Le collège travaille à la mise sur pied d'une commission citoyenne, comme en communauté germanophone.

La nouvelle a fait grand bruit ces deniers jours. La communauté germanophone s'apprête à se doter d'une assemblée composée uniquement de citoyens tirés au sort pour collaborer avec le parlement. Un cas unique en Belgique, et même en Europe. Mais plus pour longtemps…

En effet, la démocratie participative est bien dans l'air du temps et l'initiative germanophone est amenée à faire des émules. D'ailleurs, dans la Cité du Doudou, l'idée d'une commission composée de citoyens tirés au sort est inscrite dans la déclaration de politique générale qui trace les grandes lignes du programme de la majorité PS-Ecolo pour les six années à venir.

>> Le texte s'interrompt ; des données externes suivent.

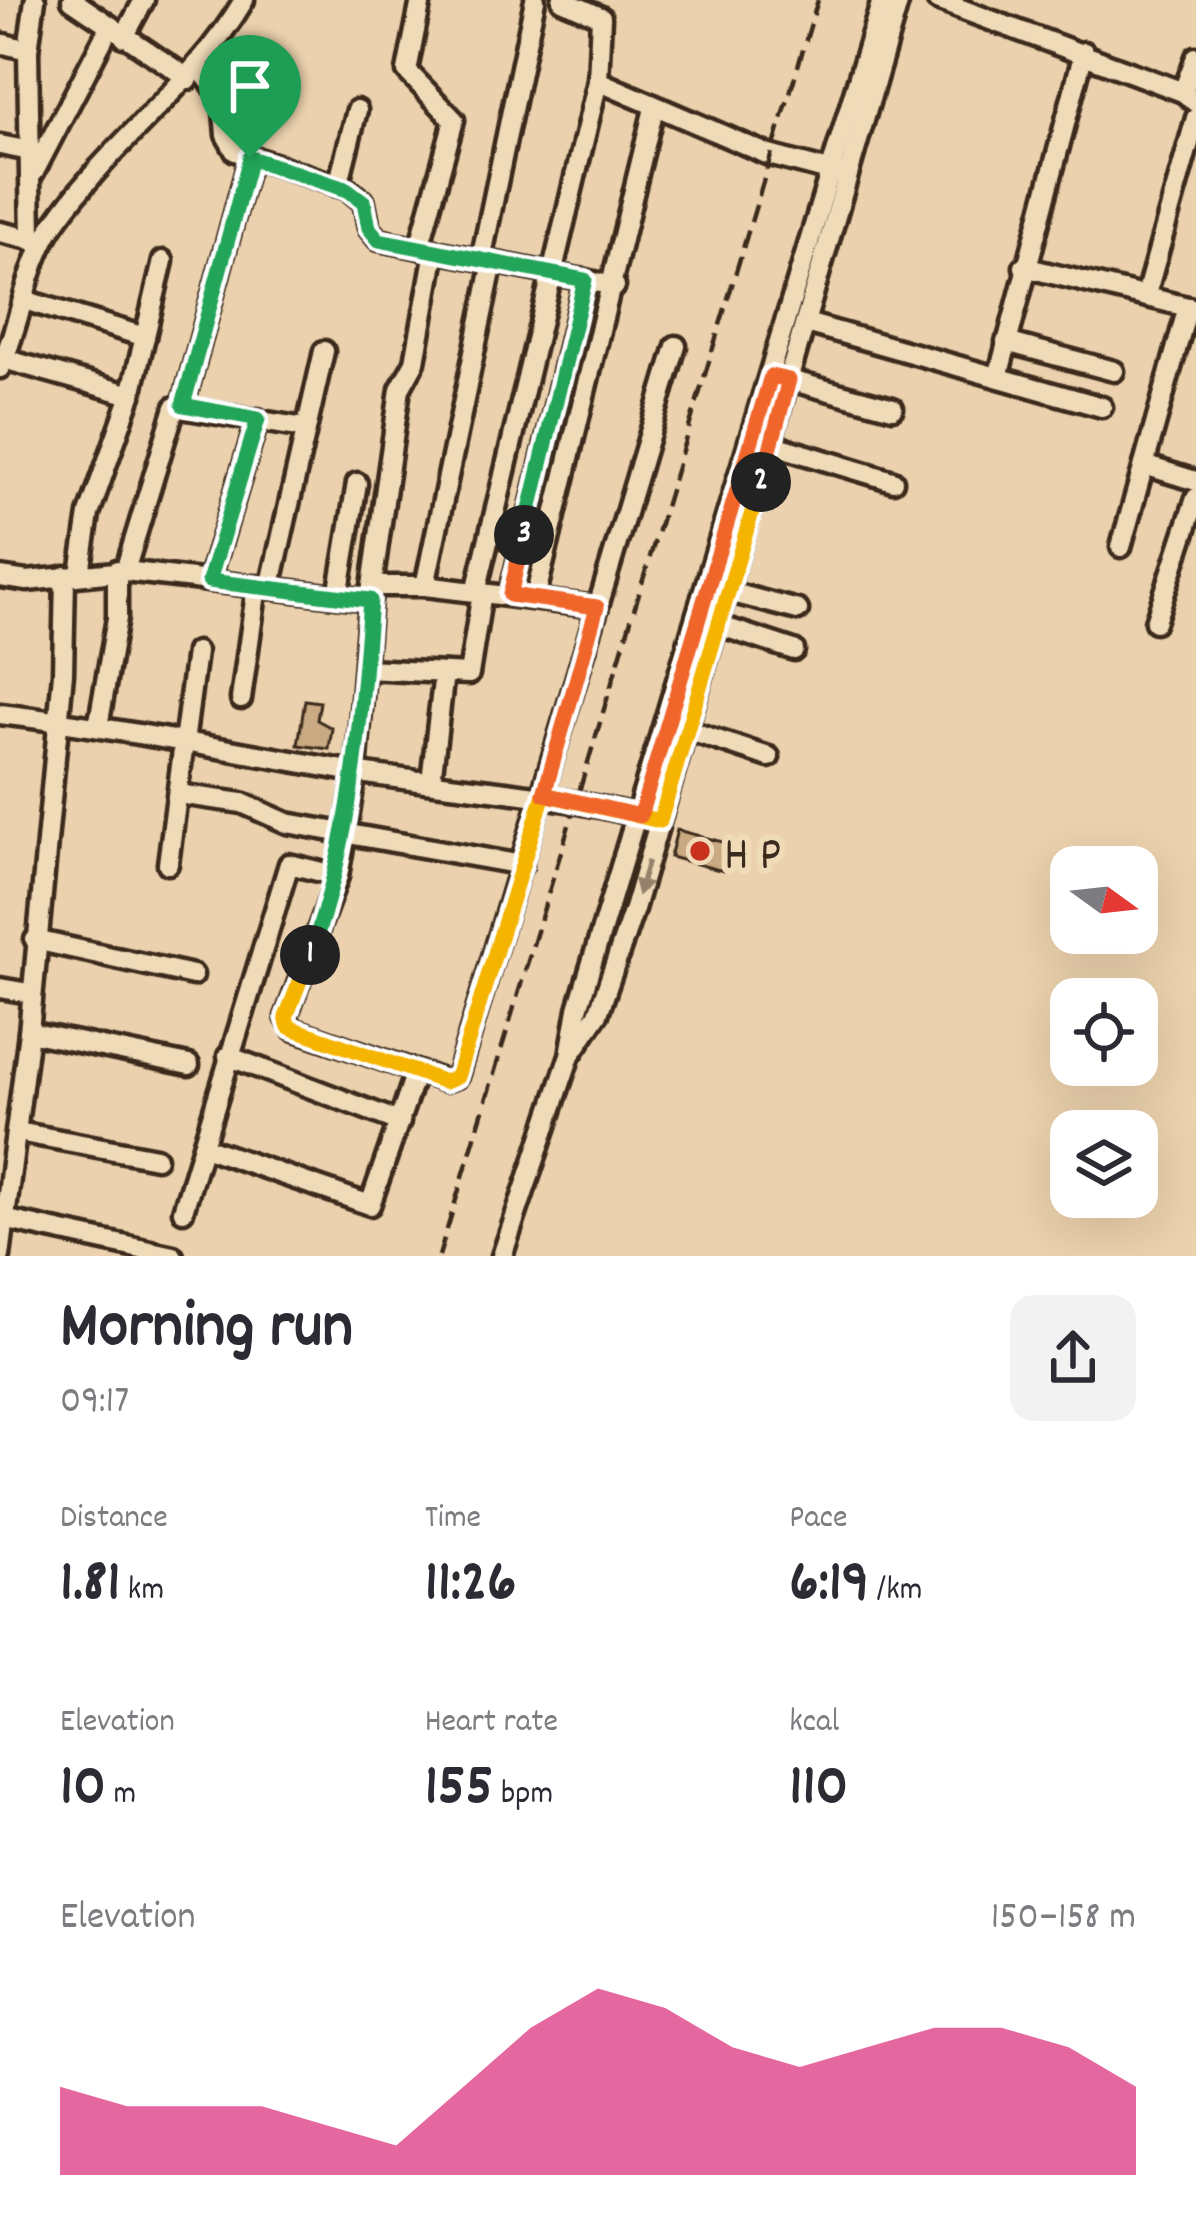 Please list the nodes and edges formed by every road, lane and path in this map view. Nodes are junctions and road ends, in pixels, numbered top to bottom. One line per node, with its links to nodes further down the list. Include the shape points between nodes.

"Effectivement, nous projetons de mettre en place ce genre de commission, car la démocratie représentative est un système qui fonctionne encore, mais qui est loin d'être parfait et qui ne répond pas pleinement aux aspirations des citoyens", explique Charlotte De Jaer, échevine de la Participation citoyenne.

Rappelons que les citoyens sont déjà invités à prendre part à la gestion communale par le biais de nombreuses commissions consultatives. Sur les thèmes des aînés, de l'immigration, de l'égalité des sexes, de la mobilité ou encore de l'aménagement du territoire, des Montois ayant répondu à des appels à candidature travaillent aux côtés des politiques. Une bonne centaine de citoyens sont ainsi déjà engagés dans la chose publique.

"Ces commissions favorisent déjà la participation citoyenne", poursuit Charlotte De Jaer. "La semaine dernière, en commission Mobilité, nous avons travaillé durant des heures avec des citoyens qui sont en partie des cyclistes quotidiens sur les grandes orientations budgétaires. On parle tout de même d'une enveloppe de 500.000 euros pour le vélo."

Mais c'est encore un autre type d'outil que la majorité pastèque veut mettre en place. "Cette commission de citoyens tirés au sort ne sera pas une commission communale bis", assure l'échevine. "Elle aura pour mission de travailler sur les gros projets qui vont structurer la vie montoise. Une quinzaine de membres seraient repris. C'est un chiffre intéressant, ni trop grand, ni trop petit. Les citoyens seraient tirés sur base d'un panel représentatif tenant compte de l'âge ou des entités notamment. Ça n'aurait pas de sens d'avoir trois quarts des membres venant de Saint-Symphorien et personne de Flénu par exemple."

L'échevine travaille à la mise sur pied cette commission. L'objectif est qu'elle soit opérationnelle pour l'élaboration du budget 2020. D'autres cartes de la participation citoyenne pourraient par ailleurs être jouées : un groupe de travail sur le Programme stratégique transversal, des espaces de rencontres entre les commissions consultatives et le conseil communal ou même le droit d'initiative citoyenne, remis au goût du jour par les gilets jaunes.